Bye Bye Atomkraftwerk

Spätestens am 31.12.2022 geht in Deutschland das letzte Atomkraftwerk vom Netz. In Medien und Politik wird jedoch immer noch kolportiert, dass das deutsche Vorhaben ein Sonderweg sei. Vor dem Hintergrund der „Fridays for Future“-Bewegung und der mutmaßlichen Äußerungen der Schwedin Greta Thunberg zur Atomkraft wird ihre Rolle für den Energiemix aktuell wieder stärker diskutiert.

Tatsächlich hat aber auch Schweden bereits in den 1980er Jahren per Referendum einen Atomausstieg beschlossen. Dieser hätte bis 2010 umgesetzt sein sollen, war aber nicht rechtlich bindend. Eine Hintertür wurde von der Regierung offen gelassen: Auf dem Gelände von stillgelegten Reaktoren dürfen neue gebaut werden, jedoch werden diese nicht vom Staat subventioniert. Ein entscheidender Faktor-dazu später mehr.

Dieser geplante Atomausstieg führte zur Abschaltung des AKW Barsebäck. Der erste Block ging 1999 vom Netz, der zweite im Jahr 2005. Dabei spielt die Lage eine besondere Rolle: Barsebäck liegt nur etwa 20 Kilometer von Kopenhagen entfernt. Die Regierung in Dänemark hatte darauf hingewirkt, dass das Kraftwerk in Südschweden als erstes AKW abgeschaltet werden sollte..

Der Besuch im Atomkraftwerk

Warum diese Vorrede? Nun, im Sommer 2015 hatte ich die Möglichkeit, das Atomkraftwerk zu besuchen und mir den Komplex von innen anzuschauen. Die Tour war aus zwei Gründen besonders spannend: Zum einen konnten wir die komplette Großtechnik besichtigen, zum anderen wurde auch die schwedische Perspektive auf die Endlager-Problematik thematisiert.

Beeindruckt haben mich die Dimensionen. Barsebäck war zwar nur ein „kleines“ Kraftwerk mit jeweils 630 MW Leistung pro Block, aber die Ausmaße der Turbinen, Generatoren oder Pumpen zur Kühlung sind eindrucksvoll. Die verbaute Technik wird – soweit sie nicht kontaminiert ist – abgebaut und verkauft. Ein Highlight war der Besuch der Leitwarte mit Blick auf das Abklingbecken - beeindruckend in verschiedenen Dimensionen.

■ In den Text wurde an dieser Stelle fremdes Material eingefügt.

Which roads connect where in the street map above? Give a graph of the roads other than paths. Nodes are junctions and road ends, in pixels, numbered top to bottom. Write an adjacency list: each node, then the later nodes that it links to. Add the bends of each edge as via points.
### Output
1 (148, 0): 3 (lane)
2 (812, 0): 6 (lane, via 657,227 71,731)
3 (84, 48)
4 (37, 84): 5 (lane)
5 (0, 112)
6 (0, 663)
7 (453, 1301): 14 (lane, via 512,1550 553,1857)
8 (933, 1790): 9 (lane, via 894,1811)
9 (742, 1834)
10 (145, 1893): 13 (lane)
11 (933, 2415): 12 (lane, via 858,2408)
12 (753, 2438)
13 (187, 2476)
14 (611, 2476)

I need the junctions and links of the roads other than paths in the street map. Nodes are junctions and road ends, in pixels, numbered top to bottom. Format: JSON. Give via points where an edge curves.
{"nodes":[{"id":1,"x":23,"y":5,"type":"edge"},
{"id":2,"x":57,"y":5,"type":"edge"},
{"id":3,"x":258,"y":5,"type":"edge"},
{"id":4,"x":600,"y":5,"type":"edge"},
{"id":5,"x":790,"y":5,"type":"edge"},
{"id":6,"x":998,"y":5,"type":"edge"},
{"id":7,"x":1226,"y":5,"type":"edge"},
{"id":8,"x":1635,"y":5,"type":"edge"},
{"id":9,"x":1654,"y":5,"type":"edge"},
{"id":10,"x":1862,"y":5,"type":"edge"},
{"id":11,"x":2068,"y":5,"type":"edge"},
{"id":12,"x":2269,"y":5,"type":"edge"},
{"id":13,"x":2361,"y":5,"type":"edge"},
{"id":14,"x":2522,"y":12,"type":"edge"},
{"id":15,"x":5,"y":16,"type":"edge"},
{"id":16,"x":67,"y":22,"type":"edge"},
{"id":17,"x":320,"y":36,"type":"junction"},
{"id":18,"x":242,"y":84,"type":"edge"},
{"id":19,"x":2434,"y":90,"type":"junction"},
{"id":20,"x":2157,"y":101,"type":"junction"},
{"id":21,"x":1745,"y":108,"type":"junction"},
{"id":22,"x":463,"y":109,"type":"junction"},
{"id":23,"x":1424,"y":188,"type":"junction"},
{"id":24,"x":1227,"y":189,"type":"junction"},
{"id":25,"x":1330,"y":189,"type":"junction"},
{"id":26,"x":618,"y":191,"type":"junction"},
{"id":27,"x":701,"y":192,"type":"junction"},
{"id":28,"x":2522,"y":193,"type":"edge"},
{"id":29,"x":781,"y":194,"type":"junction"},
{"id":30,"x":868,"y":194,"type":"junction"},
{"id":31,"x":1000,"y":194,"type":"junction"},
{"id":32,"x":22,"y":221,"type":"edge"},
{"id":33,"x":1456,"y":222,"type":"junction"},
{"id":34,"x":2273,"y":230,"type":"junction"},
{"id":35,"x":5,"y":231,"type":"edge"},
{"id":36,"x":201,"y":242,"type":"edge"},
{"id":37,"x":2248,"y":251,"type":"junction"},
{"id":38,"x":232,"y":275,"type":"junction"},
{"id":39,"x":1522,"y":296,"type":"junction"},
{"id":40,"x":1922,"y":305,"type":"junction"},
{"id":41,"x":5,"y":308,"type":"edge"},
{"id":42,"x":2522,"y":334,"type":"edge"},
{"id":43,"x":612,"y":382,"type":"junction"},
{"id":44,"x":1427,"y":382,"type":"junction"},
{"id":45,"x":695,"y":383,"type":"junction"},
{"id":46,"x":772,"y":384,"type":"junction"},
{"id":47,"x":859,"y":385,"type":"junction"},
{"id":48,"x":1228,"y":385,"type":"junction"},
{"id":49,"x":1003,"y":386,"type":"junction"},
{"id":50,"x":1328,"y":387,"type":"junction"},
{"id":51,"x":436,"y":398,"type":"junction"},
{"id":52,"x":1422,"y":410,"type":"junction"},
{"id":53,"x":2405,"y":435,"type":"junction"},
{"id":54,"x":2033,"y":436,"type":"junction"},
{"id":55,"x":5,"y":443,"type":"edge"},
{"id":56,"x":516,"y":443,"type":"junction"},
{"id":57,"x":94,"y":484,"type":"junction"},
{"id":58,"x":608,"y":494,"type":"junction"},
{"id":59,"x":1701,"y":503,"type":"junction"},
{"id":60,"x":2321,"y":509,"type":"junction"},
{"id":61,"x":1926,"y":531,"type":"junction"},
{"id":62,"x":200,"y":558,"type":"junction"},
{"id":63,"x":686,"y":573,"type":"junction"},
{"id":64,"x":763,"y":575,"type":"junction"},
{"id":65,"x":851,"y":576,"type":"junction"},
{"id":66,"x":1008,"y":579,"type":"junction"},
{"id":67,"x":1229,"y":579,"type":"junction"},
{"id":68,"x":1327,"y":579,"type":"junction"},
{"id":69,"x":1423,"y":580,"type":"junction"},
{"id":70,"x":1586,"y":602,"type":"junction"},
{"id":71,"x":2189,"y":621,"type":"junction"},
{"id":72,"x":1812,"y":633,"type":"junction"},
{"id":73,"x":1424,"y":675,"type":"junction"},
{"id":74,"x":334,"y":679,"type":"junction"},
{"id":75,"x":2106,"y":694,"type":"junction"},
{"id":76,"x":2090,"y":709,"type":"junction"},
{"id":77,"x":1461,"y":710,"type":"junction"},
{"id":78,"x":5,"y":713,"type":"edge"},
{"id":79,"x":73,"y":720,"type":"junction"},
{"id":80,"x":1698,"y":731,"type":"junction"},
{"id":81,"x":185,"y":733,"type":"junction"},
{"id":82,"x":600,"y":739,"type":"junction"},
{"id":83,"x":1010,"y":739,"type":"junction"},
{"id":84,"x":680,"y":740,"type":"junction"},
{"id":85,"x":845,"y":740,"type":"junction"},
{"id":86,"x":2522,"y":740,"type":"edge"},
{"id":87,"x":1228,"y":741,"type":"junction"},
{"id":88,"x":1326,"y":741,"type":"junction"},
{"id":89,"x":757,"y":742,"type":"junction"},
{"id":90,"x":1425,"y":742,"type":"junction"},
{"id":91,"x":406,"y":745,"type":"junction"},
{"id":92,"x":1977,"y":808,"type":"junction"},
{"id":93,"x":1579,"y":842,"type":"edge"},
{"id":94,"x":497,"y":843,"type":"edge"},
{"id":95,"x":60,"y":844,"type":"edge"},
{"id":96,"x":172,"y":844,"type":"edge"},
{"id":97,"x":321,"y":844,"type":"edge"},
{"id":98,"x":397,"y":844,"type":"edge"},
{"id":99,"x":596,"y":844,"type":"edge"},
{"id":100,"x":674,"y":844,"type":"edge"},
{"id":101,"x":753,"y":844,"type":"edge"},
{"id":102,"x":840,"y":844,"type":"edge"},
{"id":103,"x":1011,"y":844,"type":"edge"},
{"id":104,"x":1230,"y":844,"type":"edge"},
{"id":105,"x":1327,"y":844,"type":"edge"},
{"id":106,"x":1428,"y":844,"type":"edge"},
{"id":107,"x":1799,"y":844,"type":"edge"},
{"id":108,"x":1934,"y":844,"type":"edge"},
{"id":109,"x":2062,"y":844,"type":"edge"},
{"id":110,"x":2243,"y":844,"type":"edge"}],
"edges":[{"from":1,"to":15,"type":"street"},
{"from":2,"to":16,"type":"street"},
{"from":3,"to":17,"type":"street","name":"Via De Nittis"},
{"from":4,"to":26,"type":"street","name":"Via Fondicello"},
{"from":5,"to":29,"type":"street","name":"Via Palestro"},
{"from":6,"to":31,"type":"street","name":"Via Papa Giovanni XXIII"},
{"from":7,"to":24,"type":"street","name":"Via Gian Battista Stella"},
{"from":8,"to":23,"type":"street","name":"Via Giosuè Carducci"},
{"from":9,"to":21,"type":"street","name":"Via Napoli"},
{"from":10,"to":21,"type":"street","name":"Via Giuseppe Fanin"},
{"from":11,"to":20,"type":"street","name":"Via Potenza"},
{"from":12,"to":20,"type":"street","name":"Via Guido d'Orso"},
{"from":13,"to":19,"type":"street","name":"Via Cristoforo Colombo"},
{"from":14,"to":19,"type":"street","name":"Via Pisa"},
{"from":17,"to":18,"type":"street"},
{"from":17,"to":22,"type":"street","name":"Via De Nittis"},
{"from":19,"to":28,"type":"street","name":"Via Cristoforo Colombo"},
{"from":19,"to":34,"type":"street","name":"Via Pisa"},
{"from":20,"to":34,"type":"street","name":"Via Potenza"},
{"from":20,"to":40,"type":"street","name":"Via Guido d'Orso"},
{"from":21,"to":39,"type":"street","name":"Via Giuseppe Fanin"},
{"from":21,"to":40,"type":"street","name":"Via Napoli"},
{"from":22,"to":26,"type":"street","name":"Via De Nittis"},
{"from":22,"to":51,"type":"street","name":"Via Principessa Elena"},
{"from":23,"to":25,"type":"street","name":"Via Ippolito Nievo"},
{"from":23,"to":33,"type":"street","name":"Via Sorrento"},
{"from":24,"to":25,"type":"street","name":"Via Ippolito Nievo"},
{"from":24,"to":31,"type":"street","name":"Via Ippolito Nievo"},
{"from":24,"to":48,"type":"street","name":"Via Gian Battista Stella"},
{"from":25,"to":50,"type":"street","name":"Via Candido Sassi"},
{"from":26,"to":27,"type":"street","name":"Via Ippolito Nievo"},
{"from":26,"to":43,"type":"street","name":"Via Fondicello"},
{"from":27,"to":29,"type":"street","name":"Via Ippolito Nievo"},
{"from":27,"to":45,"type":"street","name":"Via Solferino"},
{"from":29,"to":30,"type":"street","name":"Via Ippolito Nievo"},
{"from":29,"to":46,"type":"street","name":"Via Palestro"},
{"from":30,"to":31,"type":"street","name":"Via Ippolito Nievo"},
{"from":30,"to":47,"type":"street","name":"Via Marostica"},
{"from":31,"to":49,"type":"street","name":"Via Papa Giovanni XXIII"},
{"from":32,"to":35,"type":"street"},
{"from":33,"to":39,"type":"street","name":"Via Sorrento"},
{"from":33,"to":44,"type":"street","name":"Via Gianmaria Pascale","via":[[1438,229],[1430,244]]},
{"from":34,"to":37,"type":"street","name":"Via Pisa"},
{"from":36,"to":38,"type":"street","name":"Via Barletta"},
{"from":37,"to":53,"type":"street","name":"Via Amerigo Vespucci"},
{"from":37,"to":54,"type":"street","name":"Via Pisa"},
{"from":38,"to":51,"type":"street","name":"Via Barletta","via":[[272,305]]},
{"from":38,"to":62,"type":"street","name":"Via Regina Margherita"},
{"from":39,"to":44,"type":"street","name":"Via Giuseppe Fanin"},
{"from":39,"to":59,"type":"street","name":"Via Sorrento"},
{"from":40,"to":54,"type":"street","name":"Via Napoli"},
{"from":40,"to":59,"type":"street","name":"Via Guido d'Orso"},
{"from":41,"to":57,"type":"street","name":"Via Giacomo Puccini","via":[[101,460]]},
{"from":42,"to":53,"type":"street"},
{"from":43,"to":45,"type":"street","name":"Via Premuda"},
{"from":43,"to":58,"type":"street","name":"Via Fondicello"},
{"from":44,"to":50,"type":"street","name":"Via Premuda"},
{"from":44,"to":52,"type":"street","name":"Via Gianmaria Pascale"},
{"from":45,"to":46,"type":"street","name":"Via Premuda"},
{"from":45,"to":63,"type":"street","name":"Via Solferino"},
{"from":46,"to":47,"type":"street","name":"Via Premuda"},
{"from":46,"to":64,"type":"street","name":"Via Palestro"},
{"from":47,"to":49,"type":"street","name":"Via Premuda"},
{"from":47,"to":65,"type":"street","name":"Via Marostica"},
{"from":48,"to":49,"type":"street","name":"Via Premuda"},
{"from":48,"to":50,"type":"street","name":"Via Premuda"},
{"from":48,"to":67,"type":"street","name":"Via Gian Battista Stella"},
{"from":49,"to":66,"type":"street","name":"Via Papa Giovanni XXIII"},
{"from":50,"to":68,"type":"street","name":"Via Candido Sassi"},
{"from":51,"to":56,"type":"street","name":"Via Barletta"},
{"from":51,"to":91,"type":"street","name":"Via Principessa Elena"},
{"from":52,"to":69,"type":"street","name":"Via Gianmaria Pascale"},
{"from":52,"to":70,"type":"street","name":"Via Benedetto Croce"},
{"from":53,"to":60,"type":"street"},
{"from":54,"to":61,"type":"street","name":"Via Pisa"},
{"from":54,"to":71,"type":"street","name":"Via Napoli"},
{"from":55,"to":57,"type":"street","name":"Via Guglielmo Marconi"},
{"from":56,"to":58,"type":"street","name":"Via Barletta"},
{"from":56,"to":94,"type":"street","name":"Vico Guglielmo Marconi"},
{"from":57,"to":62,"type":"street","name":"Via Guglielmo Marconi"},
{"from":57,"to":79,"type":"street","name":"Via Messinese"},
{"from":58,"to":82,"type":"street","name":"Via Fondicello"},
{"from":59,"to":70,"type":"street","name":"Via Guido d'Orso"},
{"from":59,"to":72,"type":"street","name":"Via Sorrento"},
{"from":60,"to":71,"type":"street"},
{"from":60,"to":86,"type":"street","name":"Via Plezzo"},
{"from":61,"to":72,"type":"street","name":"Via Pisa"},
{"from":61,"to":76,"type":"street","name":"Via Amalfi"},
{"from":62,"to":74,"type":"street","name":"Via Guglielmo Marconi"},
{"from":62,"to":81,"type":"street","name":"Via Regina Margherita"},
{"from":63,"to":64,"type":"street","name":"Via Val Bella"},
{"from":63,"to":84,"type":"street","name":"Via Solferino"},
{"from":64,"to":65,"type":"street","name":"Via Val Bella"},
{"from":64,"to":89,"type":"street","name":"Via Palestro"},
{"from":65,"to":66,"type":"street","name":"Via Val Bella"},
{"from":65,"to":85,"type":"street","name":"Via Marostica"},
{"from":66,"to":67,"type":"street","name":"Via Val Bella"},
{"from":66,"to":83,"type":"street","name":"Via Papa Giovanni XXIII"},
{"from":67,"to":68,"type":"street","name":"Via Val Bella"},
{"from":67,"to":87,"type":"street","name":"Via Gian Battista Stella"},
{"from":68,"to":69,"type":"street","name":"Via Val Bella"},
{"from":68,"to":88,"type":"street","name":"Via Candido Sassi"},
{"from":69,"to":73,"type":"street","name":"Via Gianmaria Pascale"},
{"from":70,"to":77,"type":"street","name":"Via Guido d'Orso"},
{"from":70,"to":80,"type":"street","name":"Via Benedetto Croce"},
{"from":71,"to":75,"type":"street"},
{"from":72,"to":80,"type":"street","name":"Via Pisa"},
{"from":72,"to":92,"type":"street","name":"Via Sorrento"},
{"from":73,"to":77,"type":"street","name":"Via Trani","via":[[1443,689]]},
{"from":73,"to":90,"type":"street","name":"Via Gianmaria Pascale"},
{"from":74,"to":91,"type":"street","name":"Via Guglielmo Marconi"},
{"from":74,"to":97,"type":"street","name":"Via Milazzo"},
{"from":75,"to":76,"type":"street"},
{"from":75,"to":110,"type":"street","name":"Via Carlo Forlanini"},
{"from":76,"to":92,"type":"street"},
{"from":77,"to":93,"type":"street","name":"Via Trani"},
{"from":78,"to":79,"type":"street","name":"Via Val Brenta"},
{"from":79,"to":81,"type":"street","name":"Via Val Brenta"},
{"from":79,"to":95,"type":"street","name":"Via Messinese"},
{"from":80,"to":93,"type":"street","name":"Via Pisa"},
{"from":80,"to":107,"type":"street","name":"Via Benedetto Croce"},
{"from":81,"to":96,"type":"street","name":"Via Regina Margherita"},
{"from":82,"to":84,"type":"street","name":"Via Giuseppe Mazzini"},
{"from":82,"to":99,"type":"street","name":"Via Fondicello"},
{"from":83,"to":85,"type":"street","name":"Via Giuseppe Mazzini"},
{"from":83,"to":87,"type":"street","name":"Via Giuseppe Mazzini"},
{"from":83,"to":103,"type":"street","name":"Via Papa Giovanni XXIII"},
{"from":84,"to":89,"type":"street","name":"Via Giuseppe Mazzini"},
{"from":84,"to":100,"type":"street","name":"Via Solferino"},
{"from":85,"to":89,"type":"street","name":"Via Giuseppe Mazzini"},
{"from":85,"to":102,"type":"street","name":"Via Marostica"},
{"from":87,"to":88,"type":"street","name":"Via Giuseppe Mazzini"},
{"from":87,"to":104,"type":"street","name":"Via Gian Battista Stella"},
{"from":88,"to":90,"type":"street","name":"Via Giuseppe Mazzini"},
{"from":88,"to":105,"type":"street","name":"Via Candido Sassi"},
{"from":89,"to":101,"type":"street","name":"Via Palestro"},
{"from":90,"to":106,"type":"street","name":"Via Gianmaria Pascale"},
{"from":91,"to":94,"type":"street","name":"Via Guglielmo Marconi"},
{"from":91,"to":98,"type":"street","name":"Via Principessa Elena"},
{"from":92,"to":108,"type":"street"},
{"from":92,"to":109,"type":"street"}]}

Gleichzeitig zeigt Barsebäck, dass das Abschalten der Atomkraftwerke ein langer Prozess ist. Auch nach fast 15 Jahren Abschaltung haben die eigentlichen Rückbauarbeiten noch nicht begonnen. Das Gelände soll eines Tages in Bauland umgewandelt werden – möglicherweise für einen Technologiepark für erneuerbare Energien oder für Wohnraum. Durch die Lage am Meer – eine günstige Kühlmöglichkeit – ist aktuell Bauland knapp.

Die ausgebrannten Brennelemente sollten eigentlich in Forsmark, wo auch ein Atomkraftwerk steht, endgelagert werden. Damit das Kraftwerk Barsebäck zurückgebaut werden kann, muss das Endlager fertig sein. Der Ort ist zwar ausgewählt, jedoch gibt es noch Probleme bei der Genehmigung. So ist beispielsweise nicht sicher, dass die Kupferbehälter für die Brennelemente wirklich zehntausende Jahre halten, oder ob sie vorher bereits korrodieren und damit undicht werden. Eine Entscheidung soll in diesem Herbst fallen. Bei dem Besuch in Barsebäck galt das Endlager als noch selbstverständlich.

Energiewende durch den Markt - das funktioniert.

Der Besuch in Barsebäck hat mir vor allem eins gezeigt: Ich kann die Begeisterung für eine vermeintlich saubere Energieform verstehen. Die verbaute Technik und die Dimensionen beeindrucken. Die Frage einer Endlagerung ist dabei auch in Schweden noch nicht gelöst – auch wenn sie schon weiter sind als Deutschland. Die schwedische Regierung hat zwar 2016 ein Gesetz verabschiedet, wonach auf dem Gelände von Kernkraftwerken neue Reaktoren gebaut werden dürfen. Diese Regelung wurde von den Kraftwerksbetreibern aus wirtschaftlichen Gründen bislang nicht in Anspruch genommen. Ein schöner Gedanke – Wind, Wasser und Sonne sind jetzt schon günstiger als Strom aus Kernenergie. Energiewende durch den Markt, das funktioniert. Und die Schaffung von neuem Wohn- und Arbeitsraum auf dem ehemaligen Gelände eines Atomkraftwerks – einfach nachhaltig.